Task to complete: Only the lines containing "JSON" belong in the answer; find them in the material below.

Record extracts:
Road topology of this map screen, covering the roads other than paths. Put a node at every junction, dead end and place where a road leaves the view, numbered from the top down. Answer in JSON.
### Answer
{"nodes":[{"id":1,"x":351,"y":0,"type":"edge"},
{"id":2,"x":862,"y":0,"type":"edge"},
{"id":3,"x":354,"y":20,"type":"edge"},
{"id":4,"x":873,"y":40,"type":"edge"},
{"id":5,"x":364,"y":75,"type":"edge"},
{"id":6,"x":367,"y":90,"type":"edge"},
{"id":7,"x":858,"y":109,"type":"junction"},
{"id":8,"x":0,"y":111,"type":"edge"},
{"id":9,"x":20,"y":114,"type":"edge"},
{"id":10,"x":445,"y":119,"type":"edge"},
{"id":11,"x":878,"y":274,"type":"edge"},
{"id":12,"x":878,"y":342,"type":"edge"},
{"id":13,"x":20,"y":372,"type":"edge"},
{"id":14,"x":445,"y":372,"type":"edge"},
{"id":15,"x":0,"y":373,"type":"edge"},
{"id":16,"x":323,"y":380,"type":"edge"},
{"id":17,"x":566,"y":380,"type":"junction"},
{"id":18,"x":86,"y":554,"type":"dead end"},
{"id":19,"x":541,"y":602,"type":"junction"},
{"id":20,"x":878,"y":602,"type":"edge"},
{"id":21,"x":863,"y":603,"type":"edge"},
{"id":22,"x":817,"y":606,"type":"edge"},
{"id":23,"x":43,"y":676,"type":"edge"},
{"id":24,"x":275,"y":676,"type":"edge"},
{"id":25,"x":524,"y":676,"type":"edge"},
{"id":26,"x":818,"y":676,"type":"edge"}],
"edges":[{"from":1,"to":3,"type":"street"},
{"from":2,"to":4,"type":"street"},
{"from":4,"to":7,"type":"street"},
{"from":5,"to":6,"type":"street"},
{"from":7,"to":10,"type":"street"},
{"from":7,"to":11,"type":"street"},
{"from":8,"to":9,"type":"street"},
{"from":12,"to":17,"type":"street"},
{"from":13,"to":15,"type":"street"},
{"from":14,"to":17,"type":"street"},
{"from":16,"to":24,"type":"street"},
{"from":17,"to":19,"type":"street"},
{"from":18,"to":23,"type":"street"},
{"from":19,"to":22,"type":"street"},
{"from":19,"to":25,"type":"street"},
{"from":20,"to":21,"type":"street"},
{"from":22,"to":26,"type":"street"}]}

==

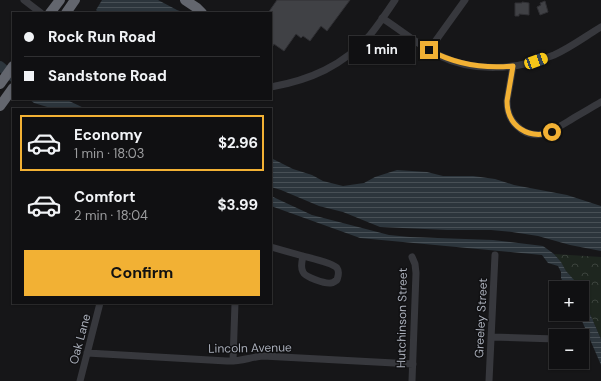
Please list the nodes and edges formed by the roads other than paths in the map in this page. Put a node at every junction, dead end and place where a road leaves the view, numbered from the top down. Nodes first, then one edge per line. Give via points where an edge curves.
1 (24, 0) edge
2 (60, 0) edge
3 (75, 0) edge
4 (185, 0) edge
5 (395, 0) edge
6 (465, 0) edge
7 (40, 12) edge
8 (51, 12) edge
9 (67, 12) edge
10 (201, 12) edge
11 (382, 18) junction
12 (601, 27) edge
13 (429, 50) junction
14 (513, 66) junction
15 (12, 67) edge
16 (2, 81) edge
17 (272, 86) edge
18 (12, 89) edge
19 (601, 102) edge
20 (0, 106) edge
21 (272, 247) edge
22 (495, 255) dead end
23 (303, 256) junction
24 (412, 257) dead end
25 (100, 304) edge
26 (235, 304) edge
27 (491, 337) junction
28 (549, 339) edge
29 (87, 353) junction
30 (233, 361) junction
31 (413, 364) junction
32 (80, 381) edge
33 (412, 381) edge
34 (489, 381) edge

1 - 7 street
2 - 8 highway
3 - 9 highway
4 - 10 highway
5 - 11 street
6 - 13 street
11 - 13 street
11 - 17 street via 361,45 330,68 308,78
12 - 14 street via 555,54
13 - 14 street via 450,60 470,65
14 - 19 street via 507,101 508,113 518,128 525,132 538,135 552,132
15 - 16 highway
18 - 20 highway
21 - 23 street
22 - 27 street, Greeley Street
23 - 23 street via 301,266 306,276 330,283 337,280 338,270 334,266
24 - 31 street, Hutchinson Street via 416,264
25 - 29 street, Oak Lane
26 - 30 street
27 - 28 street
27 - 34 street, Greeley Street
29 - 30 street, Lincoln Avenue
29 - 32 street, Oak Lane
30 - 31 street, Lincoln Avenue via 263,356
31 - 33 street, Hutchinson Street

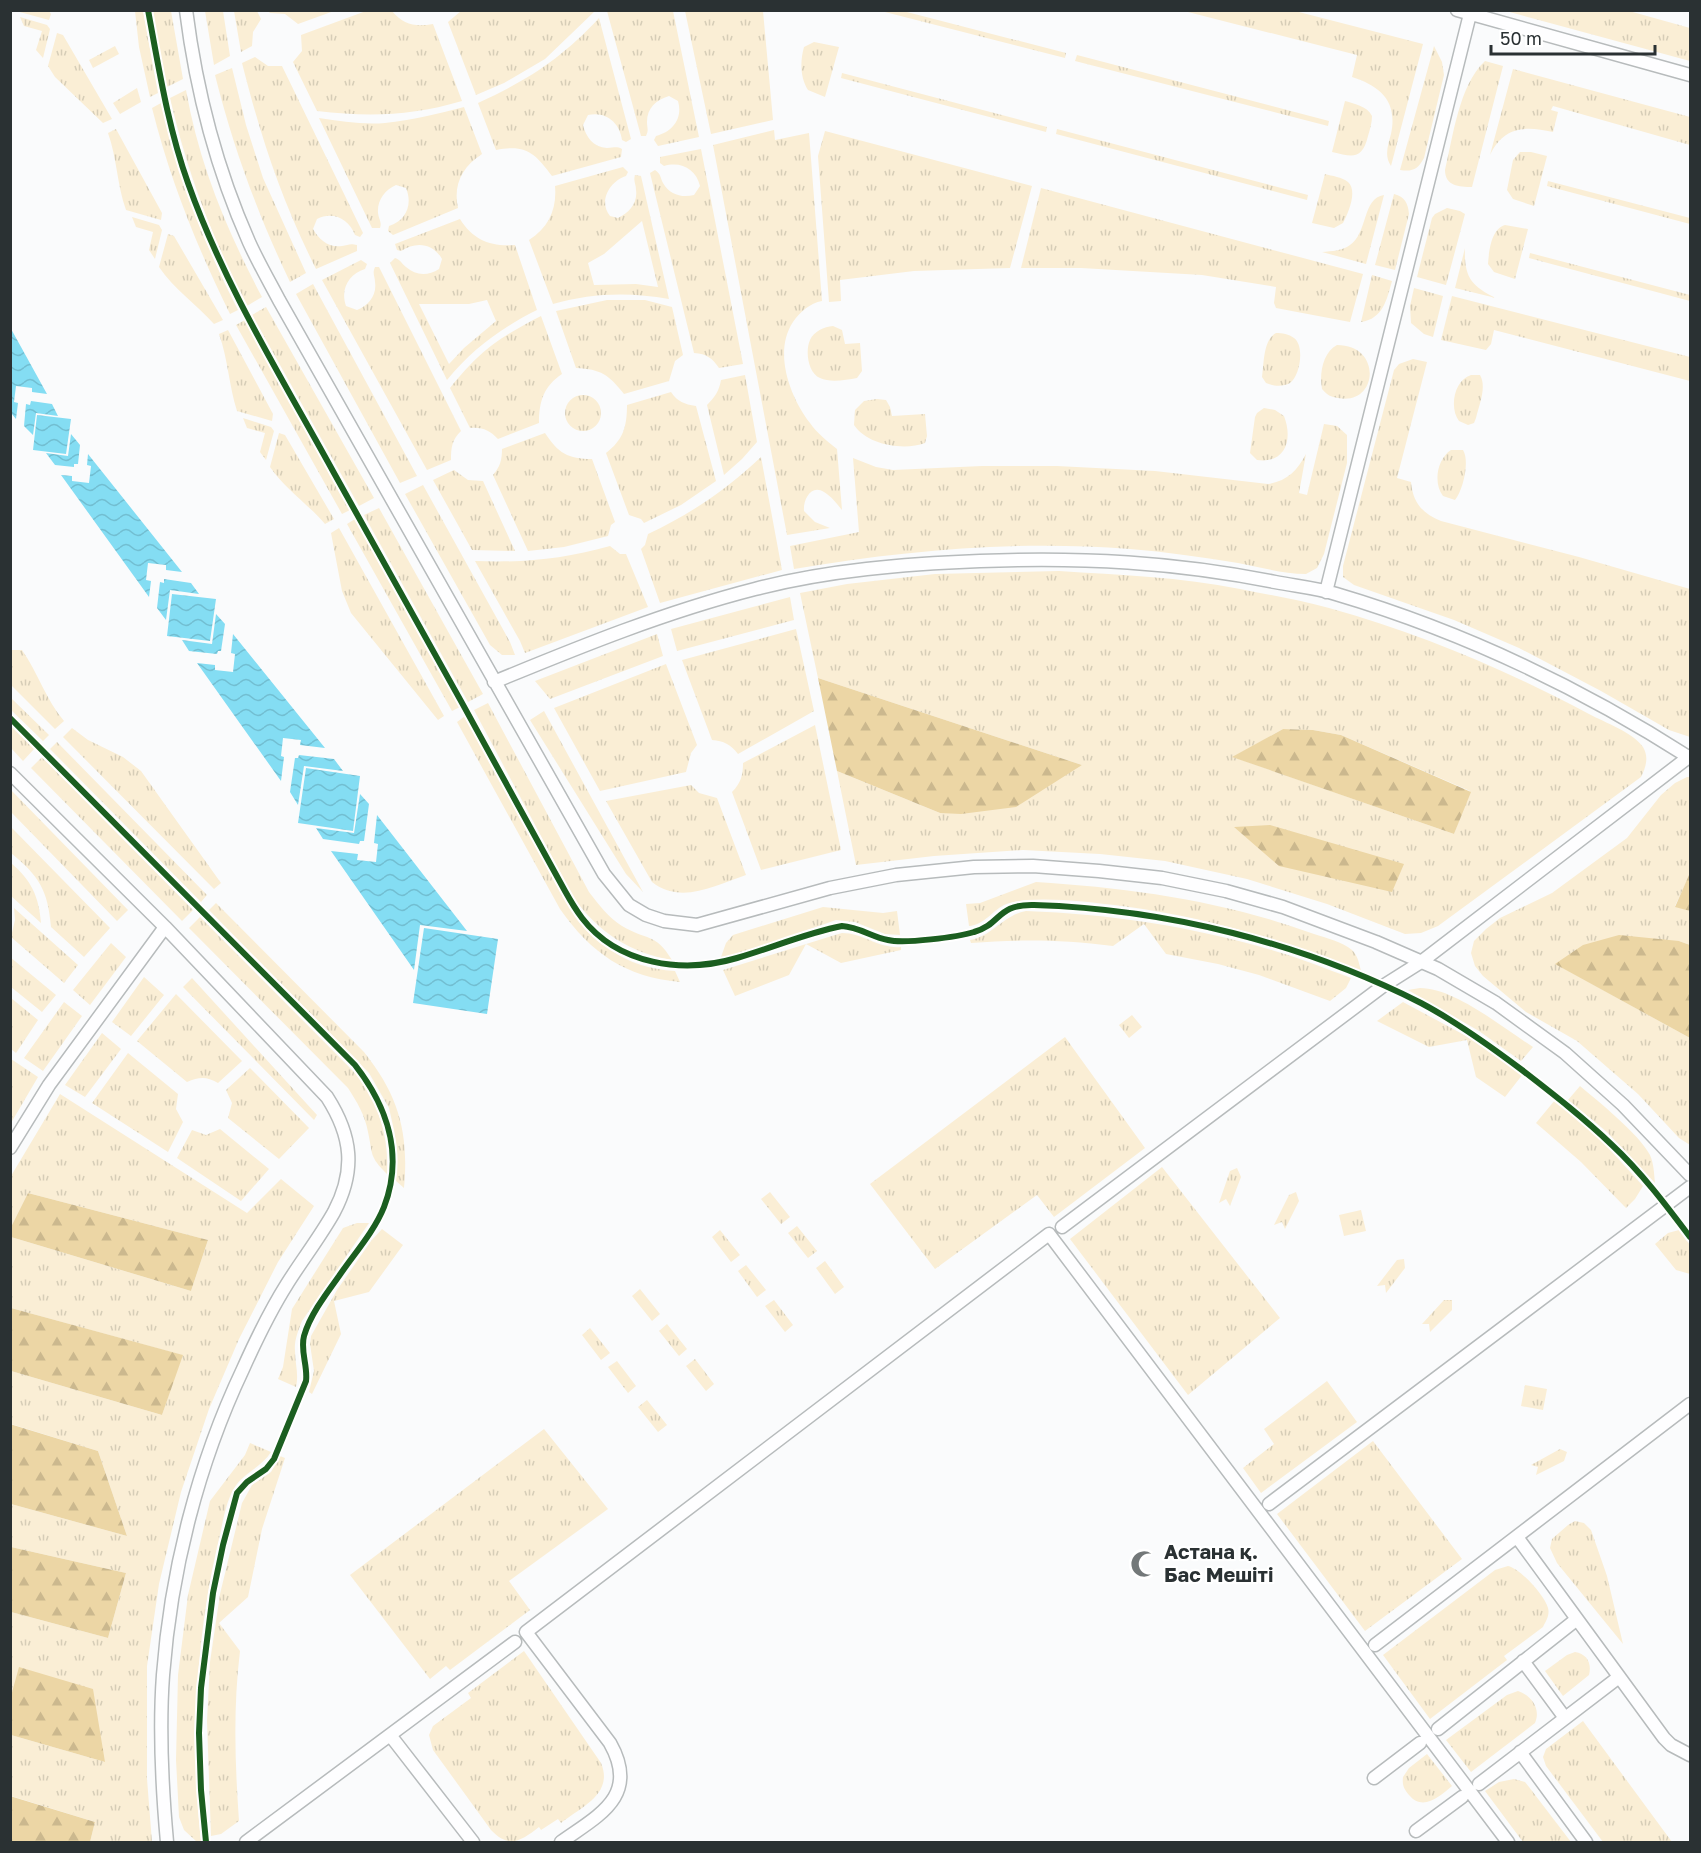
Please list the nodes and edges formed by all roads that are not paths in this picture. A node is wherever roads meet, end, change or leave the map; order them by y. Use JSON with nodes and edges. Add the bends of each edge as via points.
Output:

Finished task:
Road topology of this map screen, covering the roads other than paths. Put a node at every junction, dead end and place where a road leaves the view, numbered from the top down. Answer in JSON.
Please list the nodes and edges formed by all roads that are not paths in this picture. A node is wherever roads meet, end, change or leave the map; order them by y. Use JSON with nodes and edges. Add the bends of each edge as via points.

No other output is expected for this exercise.